■ Task details ■
Go to the line with "pinky tip: (177, 194)" in the records below, then output it and each following line exactly, up to and including the line with "thumb cmc: (297, 462)". Skip pictures and add nothing.

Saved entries
====================
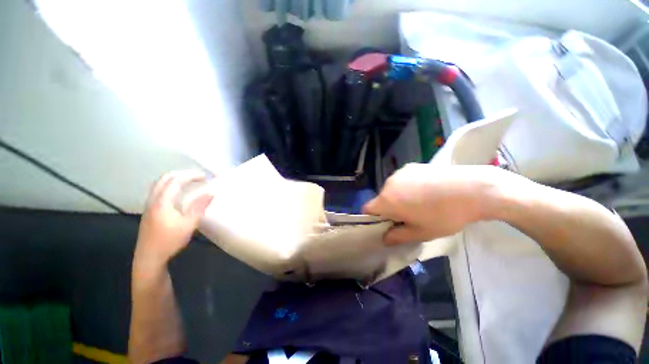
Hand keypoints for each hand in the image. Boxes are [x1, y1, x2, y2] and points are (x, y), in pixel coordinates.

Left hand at [135, 170, 213, 264]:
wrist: (149, 257)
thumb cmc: (169, 241)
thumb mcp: (188, 224)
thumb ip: (199, 207)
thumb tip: (211, 192)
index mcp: (162, 202)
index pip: (175, 181)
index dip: (190, 176)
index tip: (205, 176)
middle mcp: (153, 200)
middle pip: (164, 179)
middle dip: (181, 174)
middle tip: (196, 177)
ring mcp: (149, 206)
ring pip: (159, 185)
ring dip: (174, 179)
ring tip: (188, 182)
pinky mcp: (149, 212)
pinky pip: (158, 192)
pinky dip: (169, 187)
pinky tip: (177, 194)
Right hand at [363, 164, 498, 244]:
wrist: (473, 189)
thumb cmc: (444, 216)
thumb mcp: (421, 233)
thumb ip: (397, 237)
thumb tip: (384, 239)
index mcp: (387, 200)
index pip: (367, 209)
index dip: (373, 219)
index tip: (387, 225)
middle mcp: (388, 184)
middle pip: (380, 199)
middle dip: (389, 209)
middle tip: (409, 217)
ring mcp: (400, 173)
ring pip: (391, 189)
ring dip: (398, 197)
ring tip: (420, 202)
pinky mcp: (411, 166)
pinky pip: (402, 180)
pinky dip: (407, 187)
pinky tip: (427, 189)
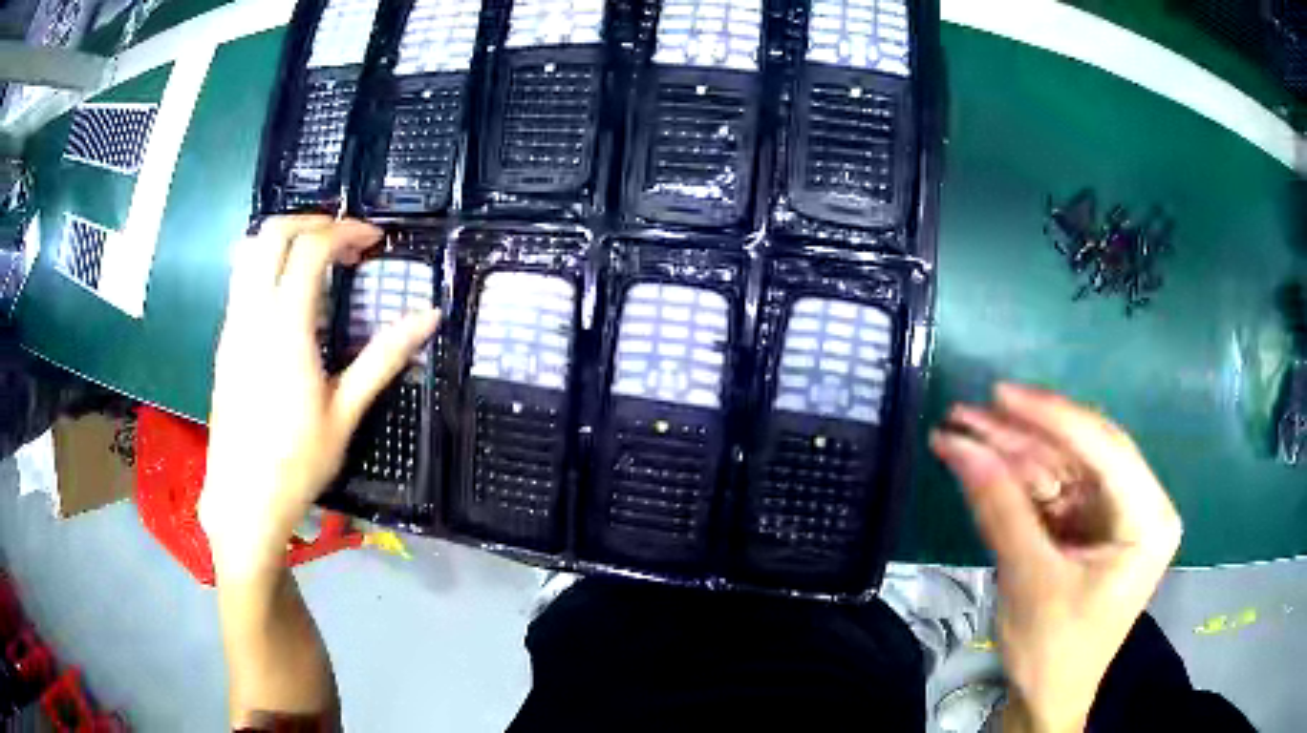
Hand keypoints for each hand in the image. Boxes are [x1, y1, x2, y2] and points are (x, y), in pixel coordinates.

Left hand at [199, 216, 439, 580]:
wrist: (243, 500)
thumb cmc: (297, 462)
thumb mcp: (346, 412)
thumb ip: (384, 356)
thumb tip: (429, 316)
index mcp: (285, 327)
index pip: (311, 248)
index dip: (345, 231)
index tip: (373, 241)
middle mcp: (252, 314)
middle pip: (272, 233)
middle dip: (311, 220)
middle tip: (343, 239)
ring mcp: (232, 325)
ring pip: (249, 250)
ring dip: (284, 238)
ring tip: (316, 258)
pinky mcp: (225, 341)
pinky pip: (241, 278)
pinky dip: (267, 263)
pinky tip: (289, 296)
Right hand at [931, 384, 1181, 732]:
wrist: (1046, 699)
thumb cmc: (1053, 652)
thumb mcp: (1029, 582)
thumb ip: (1001, 510)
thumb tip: (960, 448)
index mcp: (1148, 519)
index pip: (1104, 449)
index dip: (1051, 417)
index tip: (1000, 394)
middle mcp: (1139, 504)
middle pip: (1081, 451)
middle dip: (1022, 434)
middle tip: (967, 413)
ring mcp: (1113, 512)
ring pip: (1061, 465)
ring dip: (1011, 452)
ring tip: (959, 432)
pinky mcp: (1088, 524)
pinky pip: (1052, 489)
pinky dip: (1014, 479)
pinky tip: (980, 463)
====================
■ Written solution ■
pinky tip: (177, 194)
Right hand at [363, 164, 498, 244]:
wrist: (473, 189)
thumb cmc: (444, 216)
thumb mcp: (421, 233)
thumb ip: (397, 237)
thumb tip: (384, 239)
index mcp: (387, 200)
index pip: (367, 209)
index dip: (373, 219)
index tip: (387, 225)
middle mcp: (388, 184)
middle pip: (380, 199)
middle dip: (389, 209)
middle tip: (409, 217)
ring mcp: (400, 173)
ring pip: (391, 189)
ring dip: (398, 197)
ring tip: (420, 202)
pinky mcp: (411, 166)
pinky pip: (402, 180)
pinky dip: (407, 187)
pinky tip: (427, 189)
Hand keypoints for each hand in the image. Boxes are [x1, y1, x2, y2] and points are (x, y), in pixel coordinates.

Left hand at [199, 216, 439, 580]:
wrist: (243, 500)
thumb cmc: (297, 462)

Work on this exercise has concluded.